Not only have I come to know Russell more closely as a scholar, I have also begun to appreciate my own indebtedness to her and women like her. Russell intentionally built relationships with other female scholars through teaching and collaboration. Her co-teachers included Katie Cannon, Shawn Copeland, and Kwok Pui Lan. In addition to teaching in partnership, there were a bevy of female scholars with whom Russell collaborated on publications and developed working relationships with through correspondence. Notably, there is a plethora of material in this collection on the Dictionary of Feminist Theologies Russell and her partner Shannon Clarkson co-edited.
As a woman and as a doctoral student in New Testament with interests in feminist and liberationist hermeneutics, I’ve come to a deeper appreciation of the struggles which women like Russell had to overcome to earn their places in the academy, the church and the world.

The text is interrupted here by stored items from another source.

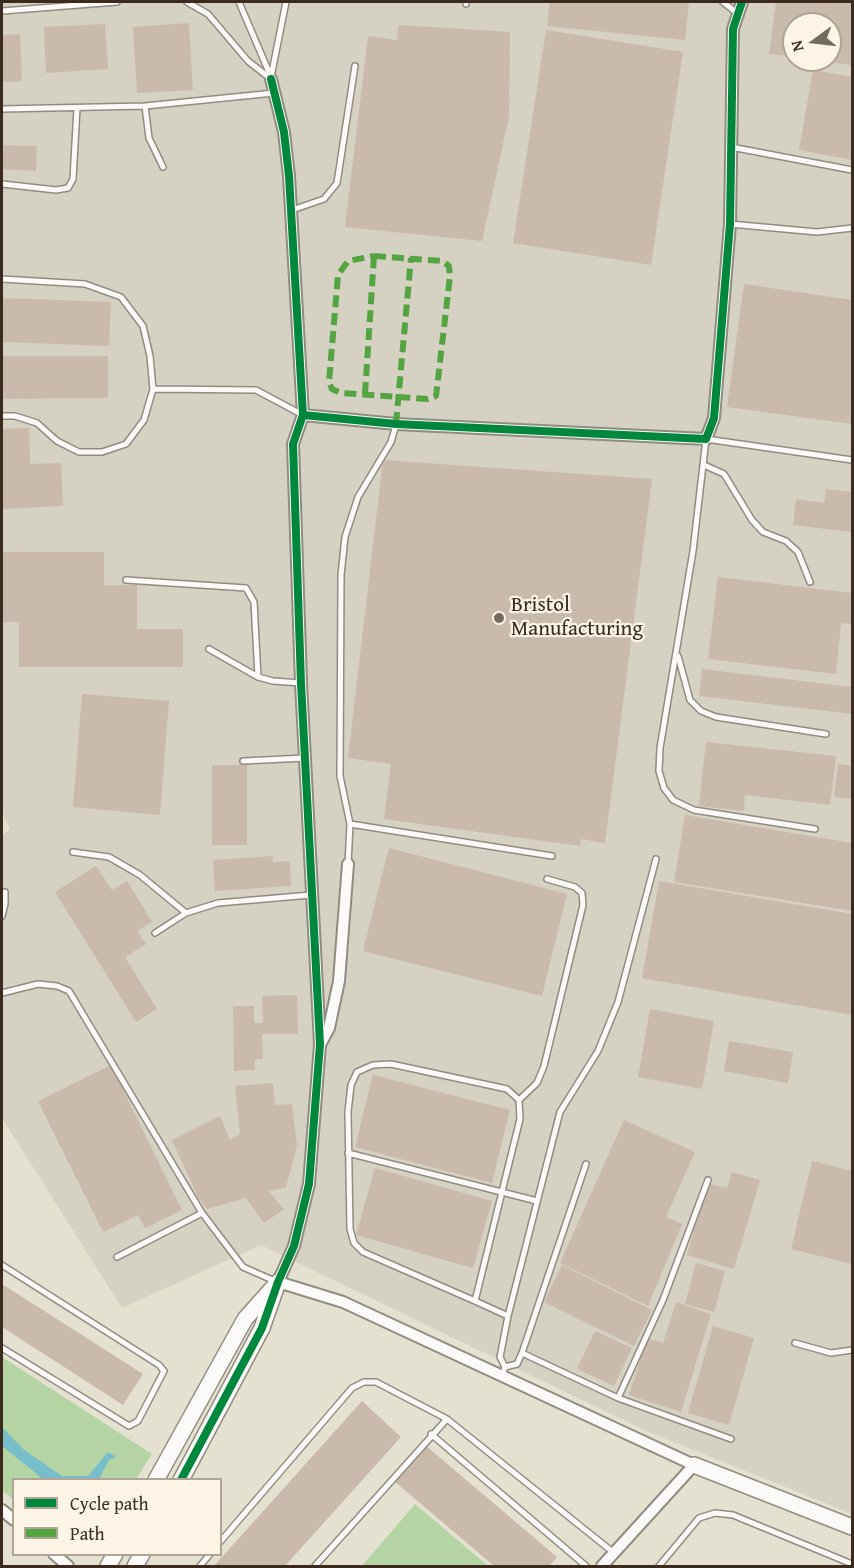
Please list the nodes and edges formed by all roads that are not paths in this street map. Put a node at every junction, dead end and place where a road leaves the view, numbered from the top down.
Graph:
1 (117, 2) edge
2 (187, 2) edge
3 (239, 2) edge
4 (286, 2) edge
5 (723, 2) edge
6 (742, 2) edge
7 (2, 11) edge
8 (737, 13) junction
9 (354, 66) dead end
10 (271, 79) junction
11 (275, 93) junction
12 (145, 106) junction
13 (77, 108) junction
14 (2, 109) edge
15 (731, 147) junction
16 (163, 167) dead end
17 (852, 170) edge
18 (2, 184) edge
19 (290, 210) junction
20 (730, 224) junction
21 (852, 228) edge
22 (2, 279) edge
23 (153, 389) junction
24 (303, 415) junction
25 (2, 416) edge
26 (396, 424) junction
27 (706, 439) junction
28 (852, 460) edge
29 (704, 465) junction
30 (126, 580) dead end
31 (810, 582) dead end
32 (209, 649) dead end
33 (678, 651) junction
34 (258, 677) junction
35 (301, 683) junction
36 (826, 734) dead end
37 (305, 758) junction
38 (243, 761) dead end
39 (350, 824) junction
40 (815, 829) dead end
41 (73, 852) dead end
42 (552, 856) dead end
43 (656, 859) dead end
44 (348, 864) joint
45 (547, 879) dead end
46 (5, 892) dead end
47 (311, 895) junction
48 (186, 913) junction
49 (2, 916) edge
50 (156, 933) dead end
51 (2, 993) edge
52 (320, 1044) junction
53 (519, 1100) junction
54 (348, 1153) junction
55 (586, 1164) dead end
56 (708, 1180) dead end
57 (502, 1191) junction
58 (537, 1201) junction
59 (202, 1213) junction
60 (117, 1257) dead end
61 (2, 1264) edge
62 (278, 1282) junction
63 (475, 1301) junction
64 (508, 1316) junction
65 (795, 1343) dead end
66 (2, 1348) edge
67 (852, 1350) edge
68 (522, 1353) junction
69 (504, 1371) junction
70 (618, 1398) junction
71 (447, 1419) junction
72 (431, 1434) junction
73 (731, 1439) dead end
74 (694, 1465) junction
75 (157, 1478) edge
76 (183, 1478) edge
77 (852, 1527) edge
78 (222, 1540) edge
79 (614, 1553) junction
80 (56, 1556) edge
81 (852, 1564) edge
82 (68, 1566) edge
83 (315, 1566) edge
84 (586, 1566) edge
85 (602, 1566) edge
86 (659, 1566) edge

1 - 7 lane
2 - 10 lane
3 - 10 lane
4 - 10 lane
5 - 8 lane
6 - 8 street
8 - 15 street
9 - 19 lane
10 - 11 street
11 - 12 lane
11 - 19 street
12 - 13 lane
12 - 16 lane
13 - 14 lane
13 - 18 lane
15 - 17 lane
15 - 20 street
19 - 24 street
20 - 21 lane
20 - 27 street
22 - 23 lane
23 - 24 lane
23 - 25 lane
24 - 26 street
24 - 35 street
26 - 27 street
26 - 39 lane
27 - 28 lane
27 - 29 lane
29 - 31 lane
29 - 33 lane
30 - 34 lane
32 - 34 lane
33 - 36 lane
33 - 40 lane
34 - 35 lane
35 - 37 street
37 - 38 lane
37 - 47 street
39 - 42 lane
39 - 44 lane
41 - 48 lane
43 - 58 lane
44 - 52 street
45 - 53 lane
46 - 49 lane
47 - 48 lane
47 - 52 street
48 - 50 lane
51 - 59 lane
52 - 62 street
53 - 54 lane
53 - 57 lane
54 - 57 lane
54 - 63 lane
55 - 68 lane
56 - 70 lane
57 - 58 lane
57 - 63 lane
58 - 64 lane
59 - 60 lane
59 - 62 lane
61 - 66 lane
62 - 69 street
62 - 75 street
62 - 76 street
63 - 64 lane
64 - 69 lane
65 - 67 lane
68 - 69 lane
68 - 70 lane
69 - 74 street
70 - 73 lane
71 - 72 lane
71 - 78 lane
71 - 79 lane
72 - 83 lane
72 - 84 lane
74 - 77 street
74 - 79 street
79 - 85 street
80 - 82 street
81 - 86 lane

For example, Letty began her career in education at the East Harlem Protestant Parish in the early 1950’s and continued to serve there through 1968. In a parish context, Christian education, then was and often still today is considered “women’s work.” In order to gain legitimacy for her position Russell became one of the first women to receive a degree from Harvard Divinity School and was ordained as a minister in the Presbyterian Church, USA. Although she had already completed a doctorate and was ordained, there is early correspondence in the collection that addressed her not as Rev. Dr. Russell, but as Mrs. Hoekendijk. Russell married Johannes C. (“Hans”) Hoekendijk, professor of World Christianity at Union Theological Seminary, in 1970, and lived with him at UTS until his death in 1975.
In moving from work primarily in the church to work primarily in the academy, Russell moved from one male-dominated set of institutions to another in which the education field continued to be perceived as “women’s work.” When Russell was being reviewed for tenure at Yale Divinity School she insisted that, if she were to receive tenure, that it would be in the theology, not the education, field. Russell believed that it was only through the legitimacy provided by the theological field that she would have the platform through which to continue to address feminist and liberationist questions. Russell became a full Professor of Theology in 1985 and remained at YDS until 2001.
I am struck by a deep sense of gratitude for feminist and liberationist scholars like Russell that have made my own work as a woman and a scholar possible. I am hopeful that this collection will provide access to Russell as a women, theologian, minster and educator that has the power to continue to influence future generations of women and men toward a time in which education will no longer be disparaged as merely “women’s work.”